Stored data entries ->
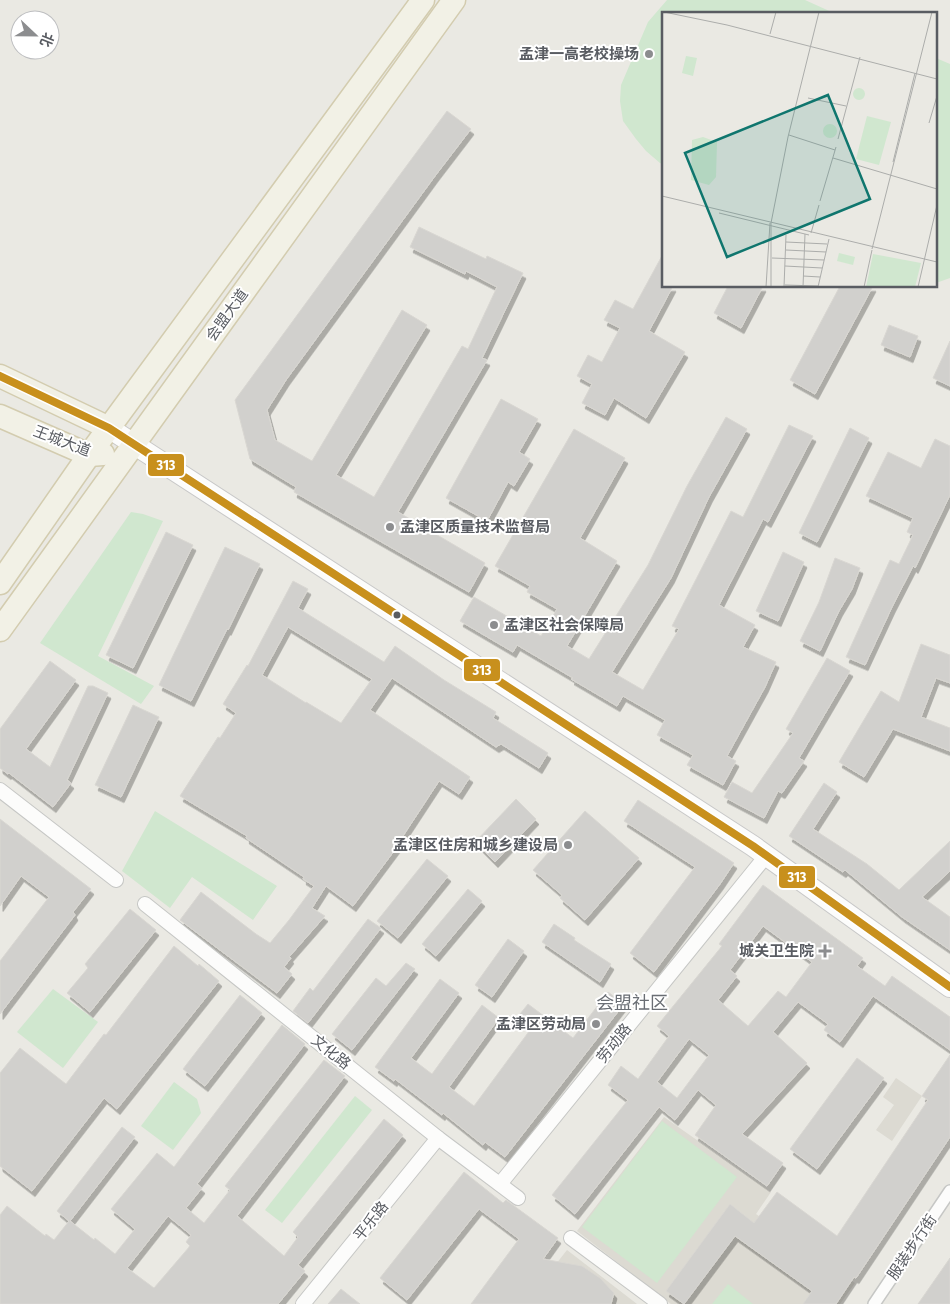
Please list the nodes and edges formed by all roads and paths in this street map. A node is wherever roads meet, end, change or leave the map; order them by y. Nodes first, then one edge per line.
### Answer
1 (424, 0) edge
2 (454, 0) edge
3 (0, 376) edge
4 (0, 416) edge
5 (110, 428) junction
6 (130, 449) junction
7 (89, 455) junction
8 (0, 583) edge
9 (0, 630) edge
10 (0, 790) edge
11 (763, 860) junction
12 (116, 880) dead end
13 (145, 904) dead end
14 (950, 987) edge
15 (950, 1000) edge
16 (438, 1138) junction
17 (500, 1184) junction
18 (950, 1191) edge
19 (518, 1198) dead end
20 (571, 1238) dead end
21 (303, 1304) edge
22 (660, 1304) edge
23 (874, 1304) edge

1 - 5 main road, 会盟大道
2 - 6 main road, 会盟大道
3 - 5 main road, 王城大道
4 - 7 main road, 王城大道
5 - 6 main road, 王城大道
5 - 7 main road, 会盟大道
6 - 7 main road, 王城大道
6 - 9 main road, 会盟大道
6 - 11 main road, 王城大道
7 - 8 main road, 会盟大道
10 - 12 street
11 - 14 main road, 王城大道
11 - 15 main road, 王城大道
11 - 17 street, 劳动路
13 - 16 street, 文化路
16 - 17 street, 文化路
16 - 21 street, 平乐路
17 - 19 street, 文化路
18 - 23 street, 服装步行街
20 - 22 street

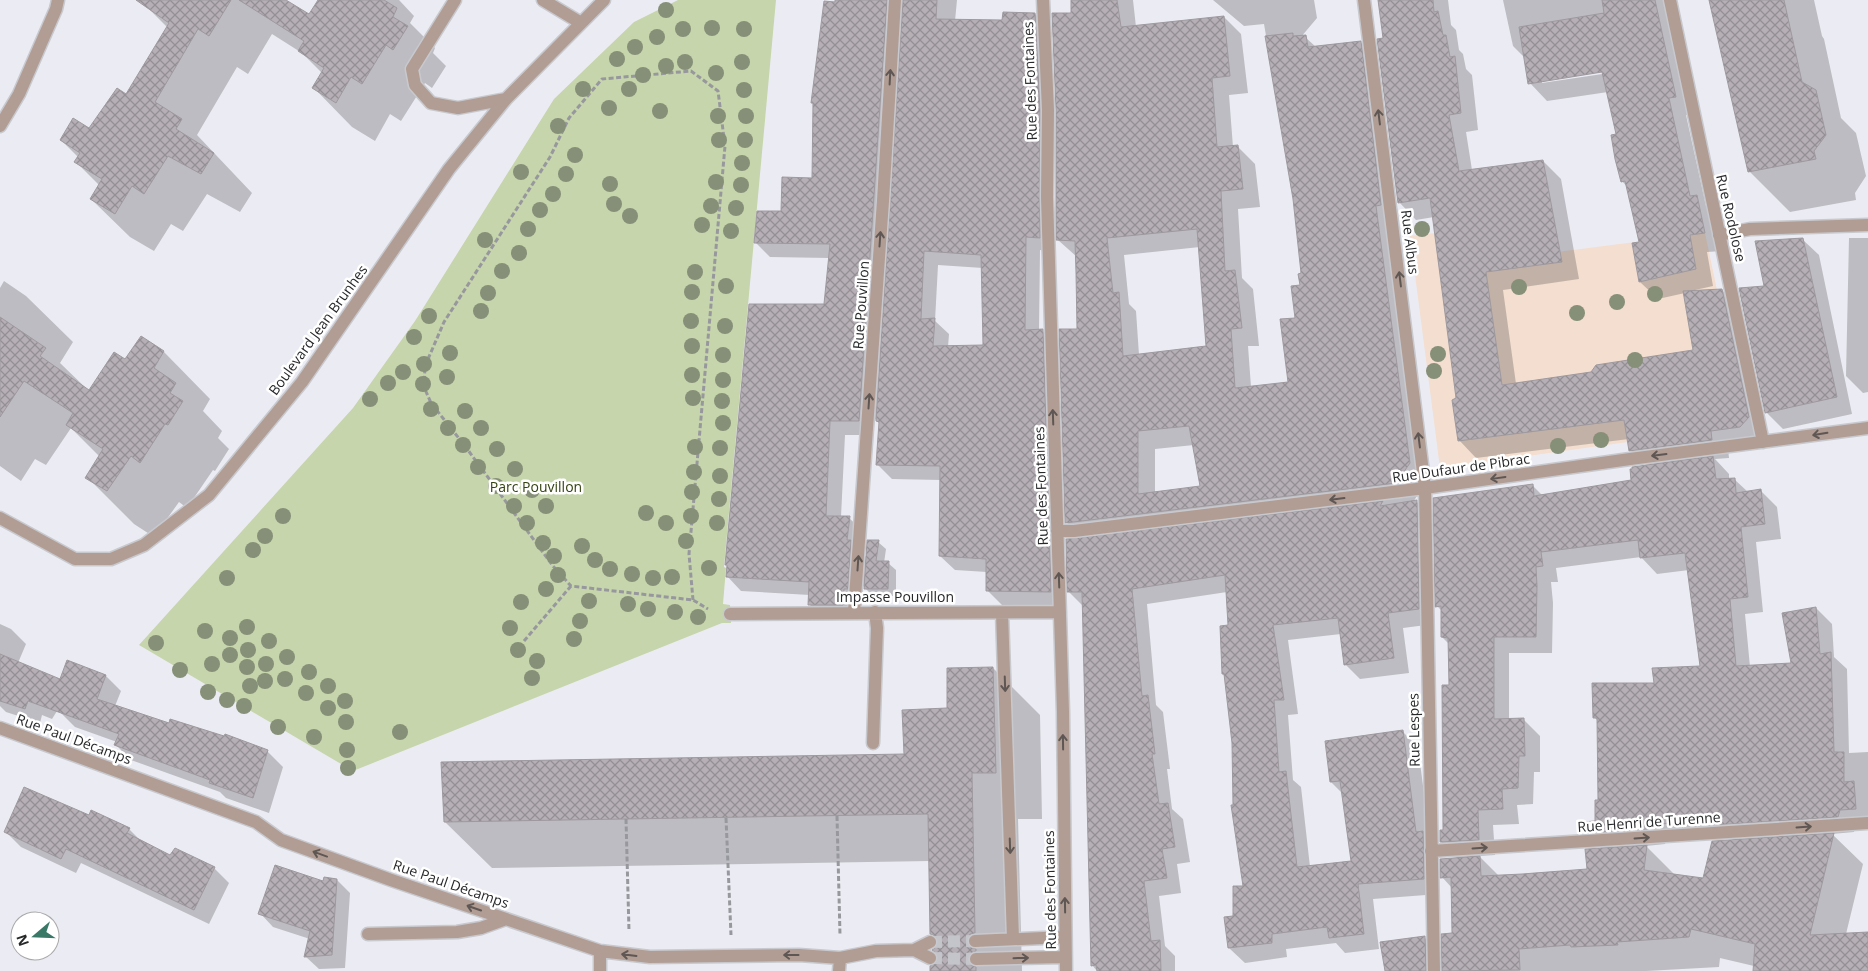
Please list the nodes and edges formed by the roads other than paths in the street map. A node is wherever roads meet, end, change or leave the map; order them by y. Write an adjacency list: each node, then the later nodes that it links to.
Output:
1 (58, 0): 11 (street)
2 (455, 0): 10 (street)
3 (543, 0): 9 (street)
4 (604, 0): 9 (street, Boulevard Jean Brunhes)
5 (895, 0): 19 (street, Rue Pouvillon, one-way to 5)
6 (1043, 0): 18 (street, Rue des Fontaines, one-way to 6)
7 (1364, 0): 16 (street, Rue Albus, one-way to 7)
8 (1670, 0): 13 (street, Rue Rodolose)
9 (581, 23): 10 (street, Boulevard Jean Brunhes)
10 (506, 99): 17 (street, Boulevard Jean Brunhes)
11 (0, 126)
12 (1868, 225): 13 (street)
13 (1719, 235): 15 (street, Rue Rodolose)
14 (1868, 428): 15 (street, Rue Dufaur de Pibrac, one-way to 15)
15 (1763, 442): 16 (street, Rue Dufaur de Pibrac, one-way to 16)
16 (1425, 488): 18 (street, Rue Dufaur de Pibrac, one-way to 18); 27 (street, Rue Lespes)
17 (0, 518)
18 (1057, 531): 22 (street, Rue des Fontaines, one-way to 18)
19 (854, 612): 20 (street, Impasse Pouvillon); 23 (street, Impasse Pouvillon)
20 (875, 612): 21 (street, Impasse Pouvillon); 25 (street)
21 (1002, 612): 22 (street, Impasse Pouvillon); 31 (street, one-way to 31)
22 (1060, 612): 30 (street, Rue des Fontaines, one-way to 22)
23 (730, 614)
24 (0, 728): 28 (street, Rue Paul Décamps, one-way to 24)
25 (873, 743)
26 (1868, 823): 27 (street, Rue Henri de Turenne, one-way to 26)
27 (1431, 852): 42 (street, Rue Lespes)
28 (506, 919): 29 (street); 35 (street, Rue Paul Décamps)
29 (368, 934)
30 (1065, 937): 31 (street); 36 (street, Rue des Fontaines)
31 (1014, 940): 32 (street)
32 (975, 941)
33 (930, 942): 34 (street, Rue Paul Décamps)
34 (914, 950): 37 (street, Rue Paul Décamps); 39 (street, Rue Paul Décamps)
35 (600, 951): 39 (street, Rue Paul Décamps, one-way to 35); 40 (street)
36 (1065, 957): 38 (street, one-way to 36); 41 (street, Rue des Fontaines)
37 (930, 958)
38 (976, 959)
39 (839, 965)
40 (600, 971)
41 (1066, 971)
42 (1434, 971)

WHAT IS REQUIRED ->
Your response must be one number, namely how many lines of the data contain the string "Brunhes".

EXERCISE ANSWER ->
3